Ruiz Guiñazú's work in the Commission investigation was highlighted.

== Awards and honours ==

- 1974, Premio Santa Clara de Asís.
- 1977, Premio Santa Clara de Asís.
- 1977, Premio San Gabriel.
- 1980, Order of Merit of Poland for her coverage of the first visit of Pope John Paul II to Poland.
- 1983, «Women of the year» elected by popular vote.
- 1984, Order of Merit of France for her defence of human rights.
- 1984, Order of Merit of Italy for her defence of human rights and press freedom.
- 1987, Premios Konex: Certificate of Merit.

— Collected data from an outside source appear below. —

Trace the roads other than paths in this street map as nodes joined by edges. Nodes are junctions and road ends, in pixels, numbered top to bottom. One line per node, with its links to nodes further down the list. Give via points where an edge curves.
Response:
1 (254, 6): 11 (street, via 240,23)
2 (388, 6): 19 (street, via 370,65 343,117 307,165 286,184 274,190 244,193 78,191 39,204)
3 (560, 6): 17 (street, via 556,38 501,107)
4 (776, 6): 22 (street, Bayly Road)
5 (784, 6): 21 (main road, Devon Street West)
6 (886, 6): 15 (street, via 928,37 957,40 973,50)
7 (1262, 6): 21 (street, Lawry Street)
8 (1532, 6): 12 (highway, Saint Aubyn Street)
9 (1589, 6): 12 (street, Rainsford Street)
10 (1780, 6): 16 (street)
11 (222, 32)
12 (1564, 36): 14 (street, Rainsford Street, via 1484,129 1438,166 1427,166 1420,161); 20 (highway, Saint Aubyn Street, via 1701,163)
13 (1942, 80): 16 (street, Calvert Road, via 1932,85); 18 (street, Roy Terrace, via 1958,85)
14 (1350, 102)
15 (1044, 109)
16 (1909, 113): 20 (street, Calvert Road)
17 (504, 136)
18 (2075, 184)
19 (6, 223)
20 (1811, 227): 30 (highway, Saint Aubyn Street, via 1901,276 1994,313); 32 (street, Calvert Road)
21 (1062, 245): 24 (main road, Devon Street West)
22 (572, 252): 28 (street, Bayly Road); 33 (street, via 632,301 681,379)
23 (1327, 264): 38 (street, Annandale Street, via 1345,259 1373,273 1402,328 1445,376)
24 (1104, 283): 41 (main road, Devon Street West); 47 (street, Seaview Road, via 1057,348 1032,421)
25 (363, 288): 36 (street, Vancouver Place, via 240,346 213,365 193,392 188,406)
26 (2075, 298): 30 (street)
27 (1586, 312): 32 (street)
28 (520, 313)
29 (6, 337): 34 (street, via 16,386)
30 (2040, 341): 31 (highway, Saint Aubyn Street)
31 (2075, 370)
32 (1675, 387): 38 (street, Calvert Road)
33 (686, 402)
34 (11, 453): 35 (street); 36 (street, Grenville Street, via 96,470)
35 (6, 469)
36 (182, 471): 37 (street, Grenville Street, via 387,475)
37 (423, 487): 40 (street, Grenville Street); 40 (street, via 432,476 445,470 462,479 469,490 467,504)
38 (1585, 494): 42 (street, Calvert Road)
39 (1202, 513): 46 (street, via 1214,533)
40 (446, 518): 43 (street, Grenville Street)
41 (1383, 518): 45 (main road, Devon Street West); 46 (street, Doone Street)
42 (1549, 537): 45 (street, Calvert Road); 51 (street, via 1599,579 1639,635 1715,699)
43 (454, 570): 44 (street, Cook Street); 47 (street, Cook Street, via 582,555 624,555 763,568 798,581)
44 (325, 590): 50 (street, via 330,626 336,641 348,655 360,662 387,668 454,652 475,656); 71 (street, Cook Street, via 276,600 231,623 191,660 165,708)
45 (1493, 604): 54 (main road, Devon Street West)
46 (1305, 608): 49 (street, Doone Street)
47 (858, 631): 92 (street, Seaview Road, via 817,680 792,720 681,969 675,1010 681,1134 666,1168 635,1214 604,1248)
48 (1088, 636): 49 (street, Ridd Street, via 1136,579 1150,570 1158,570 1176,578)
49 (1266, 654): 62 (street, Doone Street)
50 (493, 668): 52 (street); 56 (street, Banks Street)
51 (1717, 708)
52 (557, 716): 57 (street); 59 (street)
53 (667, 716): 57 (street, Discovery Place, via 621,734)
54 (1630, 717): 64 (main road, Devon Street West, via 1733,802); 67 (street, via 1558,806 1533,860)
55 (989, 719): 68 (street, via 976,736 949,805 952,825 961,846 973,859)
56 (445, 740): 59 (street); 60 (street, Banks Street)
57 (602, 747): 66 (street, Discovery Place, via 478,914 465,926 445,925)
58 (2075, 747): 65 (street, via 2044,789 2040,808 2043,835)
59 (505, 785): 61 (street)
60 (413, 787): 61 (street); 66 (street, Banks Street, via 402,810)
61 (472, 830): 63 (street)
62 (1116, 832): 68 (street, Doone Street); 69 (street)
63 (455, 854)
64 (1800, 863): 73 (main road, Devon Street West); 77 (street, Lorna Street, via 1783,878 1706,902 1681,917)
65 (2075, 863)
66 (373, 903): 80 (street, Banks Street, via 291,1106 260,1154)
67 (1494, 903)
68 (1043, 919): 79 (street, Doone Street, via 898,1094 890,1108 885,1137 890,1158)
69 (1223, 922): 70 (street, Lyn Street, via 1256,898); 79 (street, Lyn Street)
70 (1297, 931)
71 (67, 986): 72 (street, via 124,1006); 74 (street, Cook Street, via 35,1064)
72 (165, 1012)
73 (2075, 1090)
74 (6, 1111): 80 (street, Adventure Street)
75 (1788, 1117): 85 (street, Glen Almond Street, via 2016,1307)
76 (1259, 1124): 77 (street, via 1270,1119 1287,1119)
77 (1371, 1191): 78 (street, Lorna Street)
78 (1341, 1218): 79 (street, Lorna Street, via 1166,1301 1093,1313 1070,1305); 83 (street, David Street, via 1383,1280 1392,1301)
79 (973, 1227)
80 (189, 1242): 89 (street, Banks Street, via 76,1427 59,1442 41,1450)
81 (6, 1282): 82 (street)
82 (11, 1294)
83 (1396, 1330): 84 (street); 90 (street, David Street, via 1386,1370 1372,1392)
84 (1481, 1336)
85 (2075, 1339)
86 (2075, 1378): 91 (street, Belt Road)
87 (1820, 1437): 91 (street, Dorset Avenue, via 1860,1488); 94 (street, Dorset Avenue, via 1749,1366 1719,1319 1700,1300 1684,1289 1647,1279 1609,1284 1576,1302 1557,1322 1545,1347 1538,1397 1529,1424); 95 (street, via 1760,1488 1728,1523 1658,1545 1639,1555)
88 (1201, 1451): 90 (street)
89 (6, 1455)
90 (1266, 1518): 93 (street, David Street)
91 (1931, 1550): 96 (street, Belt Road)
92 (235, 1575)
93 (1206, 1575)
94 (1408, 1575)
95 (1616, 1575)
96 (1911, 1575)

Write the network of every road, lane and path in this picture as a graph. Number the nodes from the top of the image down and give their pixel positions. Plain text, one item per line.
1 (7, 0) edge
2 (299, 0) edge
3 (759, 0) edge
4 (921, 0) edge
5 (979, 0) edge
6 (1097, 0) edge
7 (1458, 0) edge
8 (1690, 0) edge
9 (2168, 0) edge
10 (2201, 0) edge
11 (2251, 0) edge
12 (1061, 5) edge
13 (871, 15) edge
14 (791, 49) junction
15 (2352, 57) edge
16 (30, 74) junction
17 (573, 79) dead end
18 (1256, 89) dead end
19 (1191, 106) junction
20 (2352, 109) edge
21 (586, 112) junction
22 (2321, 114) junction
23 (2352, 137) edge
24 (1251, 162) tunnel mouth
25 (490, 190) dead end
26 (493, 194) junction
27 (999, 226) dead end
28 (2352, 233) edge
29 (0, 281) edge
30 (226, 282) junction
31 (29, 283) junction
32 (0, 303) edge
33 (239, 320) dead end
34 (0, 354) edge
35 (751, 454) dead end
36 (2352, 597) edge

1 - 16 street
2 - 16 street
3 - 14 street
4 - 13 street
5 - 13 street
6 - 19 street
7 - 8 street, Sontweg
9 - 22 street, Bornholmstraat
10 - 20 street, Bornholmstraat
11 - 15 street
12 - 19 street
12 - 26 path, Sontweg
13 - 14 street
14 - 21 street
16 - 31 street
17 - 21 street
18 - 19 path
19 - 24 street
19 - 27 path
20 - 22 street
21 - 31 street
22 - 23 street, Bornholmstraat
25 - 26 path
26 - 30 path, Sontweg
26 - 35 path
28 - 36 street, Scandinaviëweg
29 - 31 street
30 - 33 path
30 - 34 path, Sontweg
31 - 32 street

- 1987, Premio Martín Fierro.
- 1988, Premio Martín Fierro.
- 1989, Premio Martín Fierro.
- 1990, Premio Martín Fierro.
- 1991, Premio Martín Fierro.
- 1991, Premio Konex de Platino a la mejor Conductora.
- 1992, Broadcasting Award.
- 1992, Prensario Award.
- 1992, Premio Martín Fierro.
- 1993, Prensario Award.
- 1993, Premio Martín Fierro.
- 1993, Gold Martín Fierro Award.
- 1994, Broadcasting Award.
- 1994, Legion of Honor, France, awarded the rank of officer for her defence of human rights and press freedom.
- 1996, Platinum Broadcasting Award for journalism.
- 1997, Award for best news program Broadcasting.
- 1997, Honorary Distinction from Harvard University and the David Rockefeller Center for Latin American Studies.
- 1997, Premios Konex: Certificate of Merit.
- 2002, Premio Martín Fierro for best journalistic work.
- 2003, Premio Martín Fierro.
- 2003, Grand Prize for Life Path, "'International Women's Media Foundation's Lifetime Achievement Award".
- 2007, Premios Konex Platinum and Diamond.
- 2007, Radiofónica Activity Award ETHER for Best Female Broadcaster
- 2008, Premio Martín Fierro Best daily newspaper work in Magdalene Drive unearthly female radial Radio Continental.
- 2008, Premio Martín Fierro.
- 2013, Premio Martín Fierro for female Journalistic Work.
- 2013, Grand Prize for Press Freedom for her Journalistic Excellence 2013.